La maman a fermé la porte et abondamment fourni l'école en documentation sur la dyspraxie.
Il commence un suivi dans un centre qui prend normalement uniquement en charge des troubles moteurs. On espère avec les instits qu'il sera alors possible de faire converger avec eux la nécessité d'une autre prise en charge, donc un travail avec la maman.
Je suis donc en CP avec un enfant de presque 7 ans avec un niveau de MS une journée et demie par semaine qui est donc seulement "dyspraxique" et rien d'autre attention hein. (les instits sont très chouettes malgré que je sente bien que l'ambiance de la DDEC c'est pas comme au public).
Bon, le contexte est posé, et j'en viens à ce qui a motivé mon message.
B. évolue dans l'espace selon les difficultés d'un enfant dyspraxique (structuration spatiale difficile). De la même manière, il a du mal à regarder dans les yeux, à tenir son crayon, en général la motricité fine est un échec permanent. Ne peut pas effectuer de double tâche. Maîtrise très bien le langage. Bon.
Mais B. n'a guère plus de quelques minutes consécutives d'attention possible, qui se réduisent à quelques dizaines de seconde l'AM. Il n'a qu'un seul sujet de conversation : les animaux. Il semble ne pas avoir de frontière entre le monde de son imaginaire et la réalité : il raconte souvent des histoires abracadabrantes (toujours avec des animaux) avec son habituelle maîtrise de la langue et un aplomb impressionnant.
En situation de tâche scolaire, j'ai pris le parti de ne pas le laisser parler de ses histoires en lui expliquant que ce n'était pas le moment. Mais elles reviennent souvent, comme une perspective de fuite, comme un métronome, pour se dégager de l'imposition de concentration consécutive au travail que l'on engage.
Quand ce ne sont pas ses histoires qui symbolisent son désir de stopper le travail, c'est son corps. Il fond. Il perd complètement sa tonicité ou se retourne sur sa chaise ou s'appuie sur moi ou sur le bureau comme s'il allait dormir.
Je me suis ainsi retrouvé à la soutenir pendant toute la durée d'un travail, sa tête sur mon bras, son corps complètement atone.

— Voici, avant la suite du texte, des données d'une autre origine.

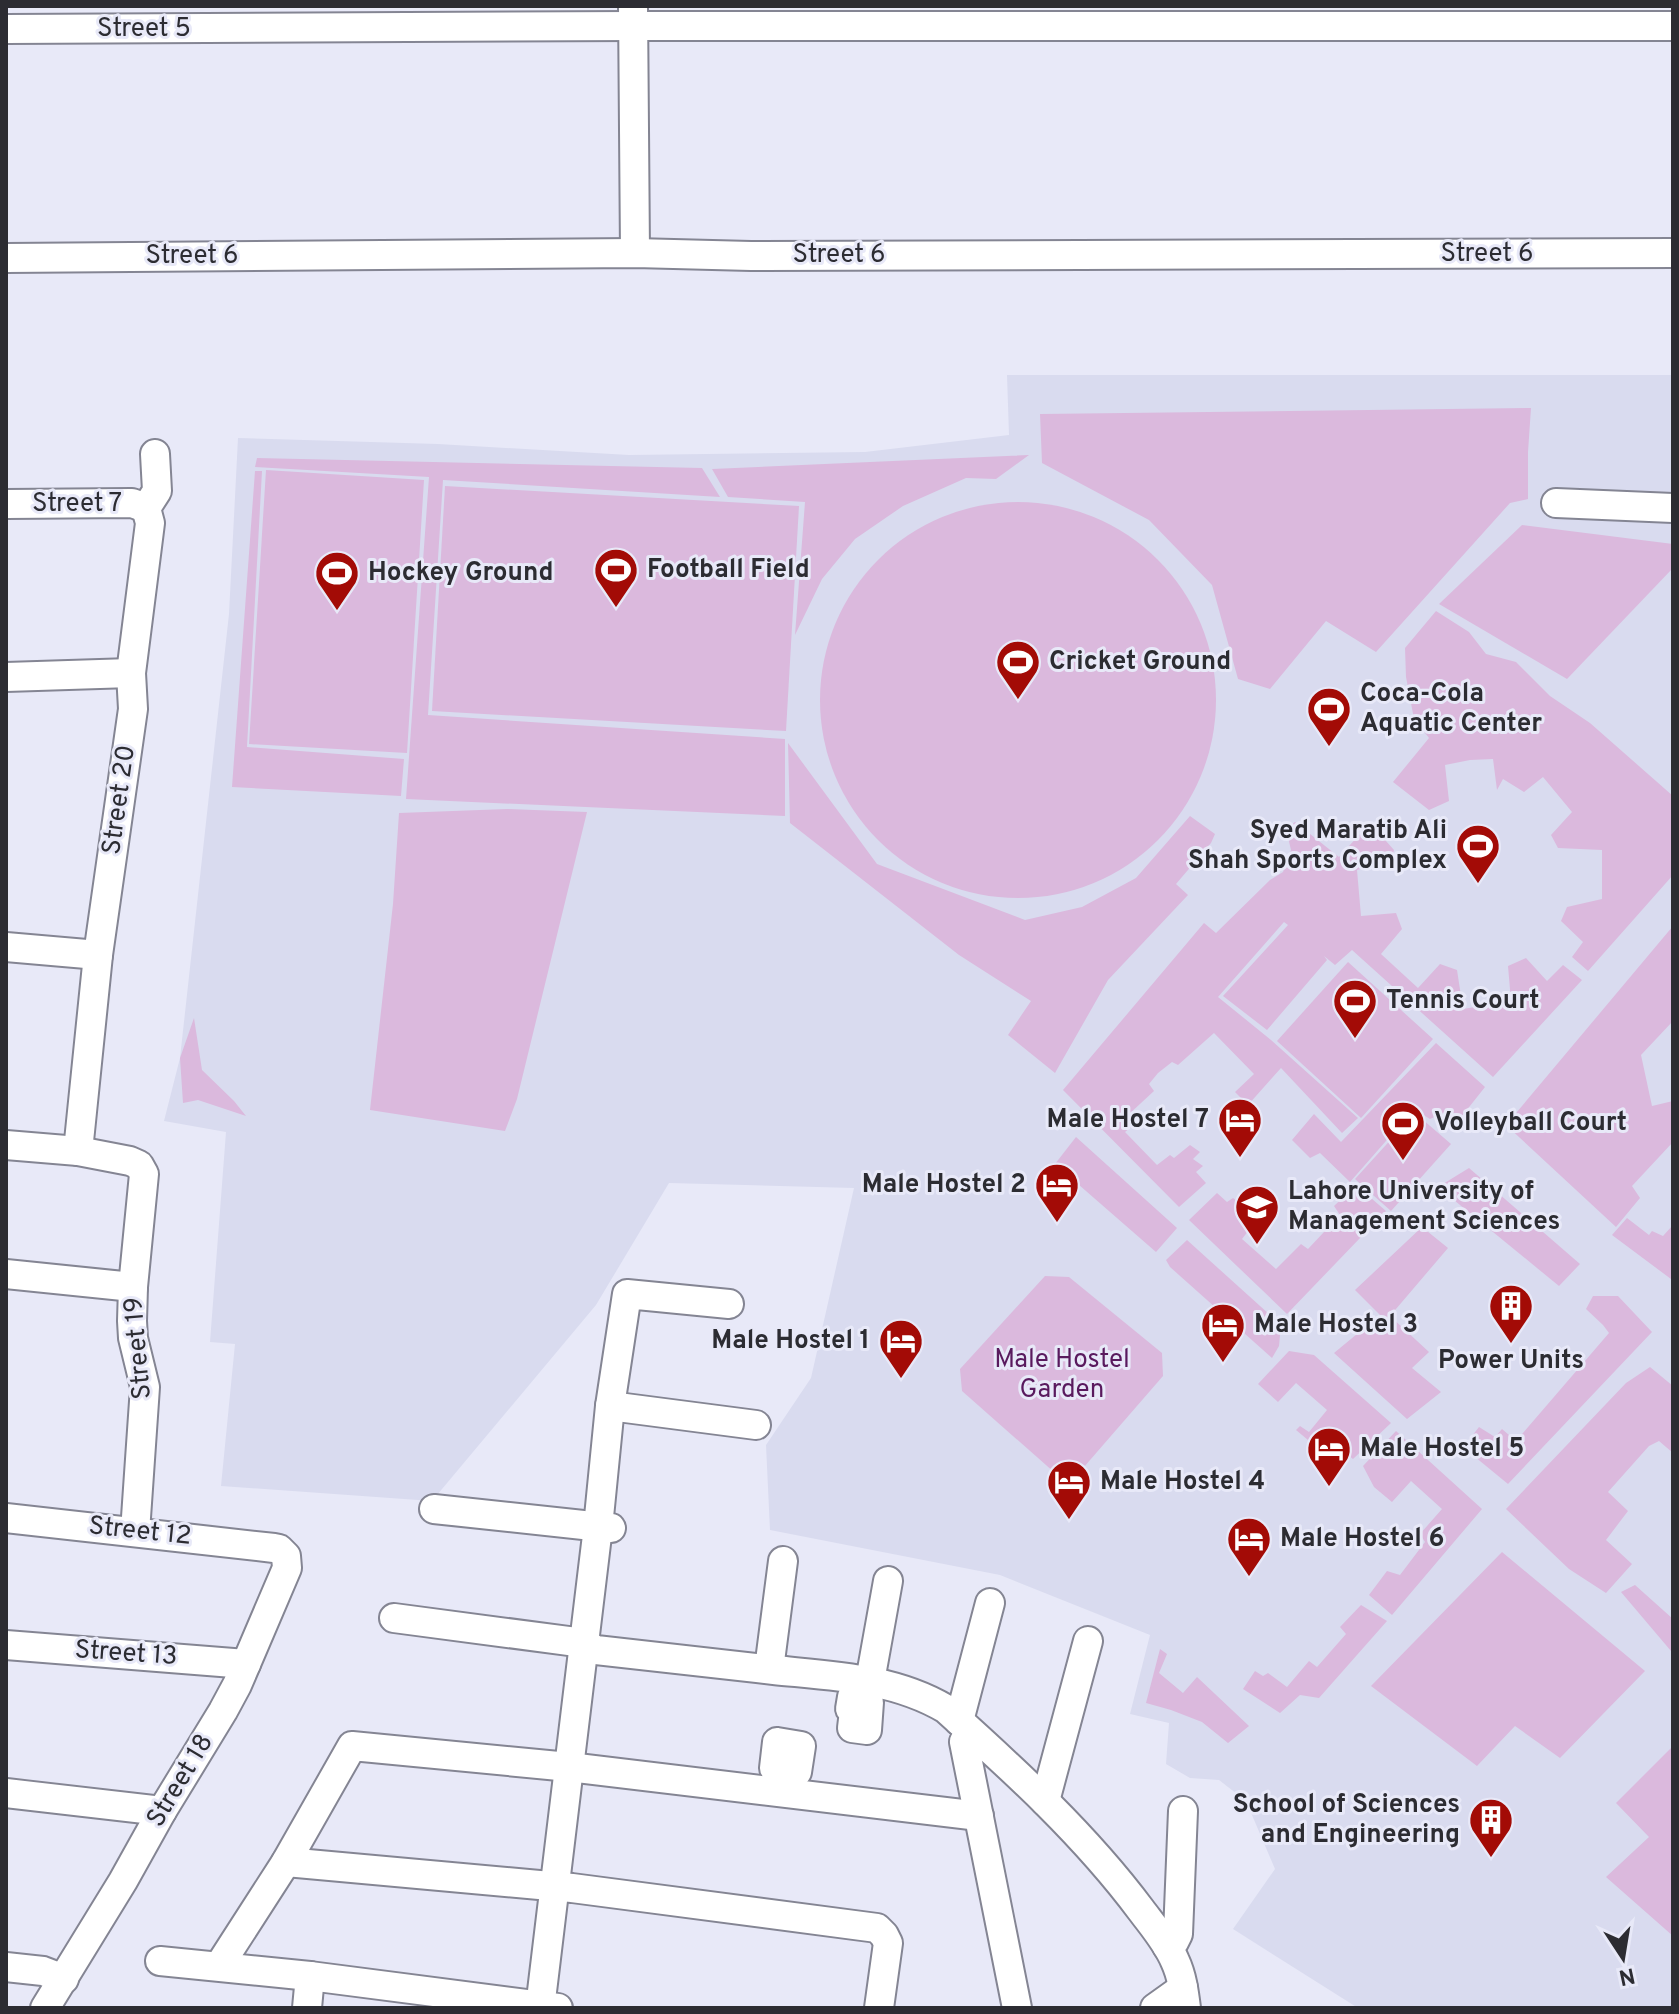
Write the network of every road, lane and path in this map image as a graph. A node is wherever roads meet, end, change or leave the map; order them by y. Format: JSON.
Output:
{"nodes":[{"id":1,"x":634,"y":16,"type":"edge"},
{"id":2,"x":1365,"y":16,"type":"edge"},
{"id":3,"x":1516,"y":16,"type":"edge"},
{"id":4,"x":1673,"y":26,"type":"edge"},
{"id":5,"x":6,"y":29,"type":"edge"},
{"id":6,"x":635,"y":253,"type":"junction"},
{"id":7,"x":1673,"y":253,"type":"edge"},
{"id":8,"x":6,"y":258,"type":"edge"},
{"id":9,"x":155,"y":454,"type":"dead end"},
{"id":10,"x":1556,"y":503,"type":"dead end"},
{"id":11,"x":6,"y":504,"type":"edge"},
{"id":12,"x":146,"y":508,"type":"junction"},
{"id":13,"x":1673,"y":508,"type":"edge"},
{"id":14,"x":131,"y":673,"type":"junction"},
{"id":15,"x":6,"y":677,"type":"edge"},
{"id":16,"x":6,"y":947,"type":"edge"},
{"id":17,"x":98,"y":955,"type":"junction"},
{"id":18,"x":6,"y":1145,"type":"edge"},
{"id":19,"x":78,"y":1151,"type":"junction"},
{"id":20,"x":6,"y":1274,"type":"edge"},
{"id":21,"x":133,"y":1287,"type":"junction"},
{"id":22,"x":729,"y":1304,"type":"dead end"},
{"id":23,"x":618,"y":1407,"type":"junction"},
{"id":24,"x":756,"y":1425,"type":"dead end"},
{"id":25,"x":434,"y":1509,"type":"dead end"},
{"id":26,"x":6,"y":1518,"type":"edge"},
{"id":27,"x":605,"y":1528,"type":"junction"},
{"id":28,"x":135,"y":1532,"type":"junction"},
{"id":29,"x":274,"y":1548,"type":"joint"},
{"id":30,"x":783,"y":1561,"type":"dead end"},
{"id":31,"x":888,"y":1581,"type":"dead end"},
{"id":32,"x":990,"y":1603,"type":"dead end"},
{"id":33,"x":394,"y":1618,"type":"dead end"},
{"id":34,"x":1088,"y":1641,"type":"dead end"},
{"id":35,"x":6,"y":1645,"type":"edge"},
{"id":36,"x":590,"y":1646,"type":"junction"},
{"id":37,"x":246,"y":1664,"type":"junction"},
{"id":38,"x":769,"y":1669,"type":"junction"},
{"id":39,"x":870,"y":1681,"type":"junction"},
{"id":40,"x":966,"y":1729,"type":"junction"},
{"id":41,"x":576,"y":1768,"type":"junction"},
{"id":42,"x":6,"y":1793,"type":"edge"},
{"id":43,"x":1045,"y":1801,"type":"junction"},
{"id":44,"x":162,"y":1811,"type":"junction"},
{"id":45,"x":1183,"y":1811,"type":"dead end"},
{"id":46,"x":979,"y":1816,"type":"junction"},
{"id":47,"x":286,"y":1862,"type":"junction"},
{"id":48,"x":564,"y":1888,"type":"junction"},
{"id":49,"x":1167,"y":1946,"type":"junction"},
{"id":50,"x":160,"y":1961,"type":"dead end"},
{"id":51,"x":219,"y":1966,"type":"junction"},
{"id":52,"x":6,"y":1967,"type":"edge"},
{"id":53,"x":310,"y":1976,"type":"junction"},
{"id":54,"x":64,"y":1979,"type":"junction"},
{"id":55,"x":1185,"y":1998,"type":"edge"},
{"id":56,"x":549,"y":2007,"type":"edge"},
{"id":57,"x":45,"y":2008,"type":"edge"},
{"id":58,"x":307,"y":2008,"type":"edge"},
{"id":59,"x":879,"y":2008,"type":"edge"},
{"id":60,"x":1017,"y":2008,"type":"edge"},
{"id":61,"x":1155,"y":2008,"type":"edge"}],
"edges":[{"from":1,"to":2,"type":"street","name":"Street 5"},
{"from":1,"to":5,"type":"street","name":"Street 5"},
{"from":1,"to":6,"type":"street"},
{"from":2,"to":3,"type":"street","name":"Street 5"},
{"from":3,"to":4,"type":"street","name":"Street 5"},
{"from":6,"to":7,"type":"street","name":"Street 6"},
{"from":6,"to":8,"type":"street","name":"Street 6"},
{"from":9,"to":12,"type":"street","name":"Street 20"},
{"from":10,"to":13,"type":"street"},
{"from":11,"to":12,"type":"street","name":"Street 7"},
{"from":12,"to":14,"type":"street","name":"Street 20"},
{"from":14,"to":15,"type":"street"},
{"from":14,"to":17,"type":"street","name":"Street 20"},
{"from":16,"to":17,"type":"street"},
{"from":17,"to":19,"type":"street","name":"Street 20"},
{"from":18,"to":19,"type":"street"},
{"from":19,"to":21,"type":"street","name":"Street 19"},
{"from":20,"to":21,"type":"street"},
{"from":21,"to":28,"type":"street","name":"Street 19"},
{"from":22,"to":23,"type":"street"},
{"from":23,"to":24,"type":"street"},
{"from":23,"to":27,"type":"street"},
{"from":25,"to":27,"type":"street"},
{"from":26,"to":28,"type":"street","name":"Street 12"},
{"from":27,"to":36,"type":"street"},
{"from":28,"to":29,"type":"street","name":"Street 12"},
{"from":29,"to":37,"type":"street","name":"Street 18"},
{"from":30,"to":38,"type":"street"},
{"from":31,"to":39,"type":"street"},
{"from":32,"to":40,"type":"street"},
{"from":33,"to":36,"type":"street"},
{"from":34,"to":43,"type":"street"},
{"from":35,"to":37,"type":"street","name":"Street 13"},
{"from":36,"to":38,"type":"street"},
{"from":36,"to":41,"type":"street"},
{"from":37,"to":44,"type":"street","name":"Street 18"},
{"from":38,"to":39,"type":"street"},
{"from":39,"to":40,"type":"street"},
{"from":40,"to":43,"type":"street"},
{"from":40,"to":46,"type":"street"},
{"from":41,"to":46,"type":"street"},
{"from":41,"to":47,"type":"street"},
{"from":41,"to":48,"type":"street"},
{"from":42,"to":44,"type":"street"},
{"from":43,"to":49,"type":"street"},
{"from":44,"to":54,"type":"street","name":"Street 18"},
{"from":45,"to":49,"type":"street"},
{"from":46,"to":60,"type":"street"},
{"from":47,"to":48,"type":"street"},
{"from":47,"to":51,"type":"street"},
{"from":48,"to":56,"type":"street"},
{"from":48,"to":59,"type":"street"},
{"from":49,"to":55,"type":"street"},
{"from":50,"to":51,"type":"street"},
{"from":51,"to":53,"type":"street"},
{"from":52,"to":54,"type":"street"},
{"from":53,"to":56,"type":"street"},
{"from":53,"to":58,"type":"street"},
{"from":54,"to":57,"type":"street","name":"Street 18"},
{"from":55,"to":61,"type":"street"}]}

Ça s'est produit sans que je le cherche comme ça : il se retrouvait à moitié par terre ou vautré sur son dossier sinon.
Au fur et à mesure qu'on avançait dans l'exercice (je découpais et collais, il n'avait qu'à verbaliser pour me dire quoi et pourquoi faire, selon ce que je lui avais expliqué), il imitait de plus en plus un animal (je crois que c'était un lapin) durant les moments où il "disparaissait" complètement de l'endroit où on était : regard dans le vide ou fixation sur moi faisant semblant de me manger, reniflait la table, l'air ambiant, et plus on avançait plus il bavait, aussi, ce qui m'a pas mal impressionné (je lui disais de ravaler sa salive en ajoutant que je trouvais pas ça propre et que ça me gênait : il le faisait mais ça recommençait).
Il a réalisé l'exercice en plus de trente minutes mais le temps de travail effectif n'a pas dépassé dix. Le reste du temps c'était contenance - il ne se débattait pas mais plutôt se coulait complètement - et tentative pour le raccrocher à l'exercice.

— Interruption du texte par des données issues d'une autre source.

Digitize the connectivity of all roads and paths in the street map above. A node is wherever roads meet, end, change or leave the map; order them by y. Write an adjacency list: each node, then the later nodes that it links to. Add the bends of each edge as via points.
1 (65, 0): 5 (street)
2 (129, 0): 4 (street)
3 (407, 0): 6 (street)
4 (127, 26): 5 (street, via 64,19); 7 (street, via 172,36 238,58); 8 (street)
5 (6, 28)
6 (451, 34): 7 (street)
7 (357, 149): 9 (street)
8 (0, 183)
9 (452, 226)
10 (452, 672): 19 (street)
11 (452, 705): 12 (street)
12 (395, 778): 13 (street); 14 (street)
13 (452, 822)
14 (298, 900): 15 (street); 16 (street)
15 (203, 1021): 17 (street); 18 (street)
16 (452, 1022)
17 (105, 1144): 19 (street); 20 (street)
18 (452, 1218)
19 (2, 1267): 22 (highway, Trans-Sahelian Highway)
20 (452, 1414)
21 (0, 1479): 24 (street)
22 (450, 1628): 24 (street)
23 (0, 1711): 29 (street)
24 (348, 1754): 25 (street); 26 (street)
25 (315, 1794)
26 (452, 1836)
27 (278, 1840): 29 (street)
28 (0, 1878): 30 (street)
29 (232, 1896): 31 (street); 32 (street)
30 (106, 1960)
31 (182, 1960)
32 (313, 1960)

Il me disait quoi réaliser dans des sortes d'éclairs à la fois de présence et de tonicité musculaire, des fulgurances qui m'ont rappelé ma grand-mère qui avait la maladie de Corps de Lévy (neuro-dégénérative).
Alors mes questions c'est : faut-il renouveler ce genre d'espace ? Je me dis qu'en attendant l'équipe éducative, ça n'est pas sûr. Oui mais si on ne reconmmence pas à travailler comme ça, on ne va rien faire du tout !
Je ne veux pas faire de l'occupation en le mettant dans un coin à foutre ses mains dans la peinture (bon ça peut l'aider aussi à prender plaisir à utiliser ses mains mais tous les jours, hein...).
Si ça vous rappelle quelque chose, et juste ça (c'est à dire que je ne prendrais pas pour un diagnostic ou une prescription ce que vous pourriez me dire au sujet de B. et de ce dont il fait écho dans votre expérience), n'hésitez pas à m'en faire part.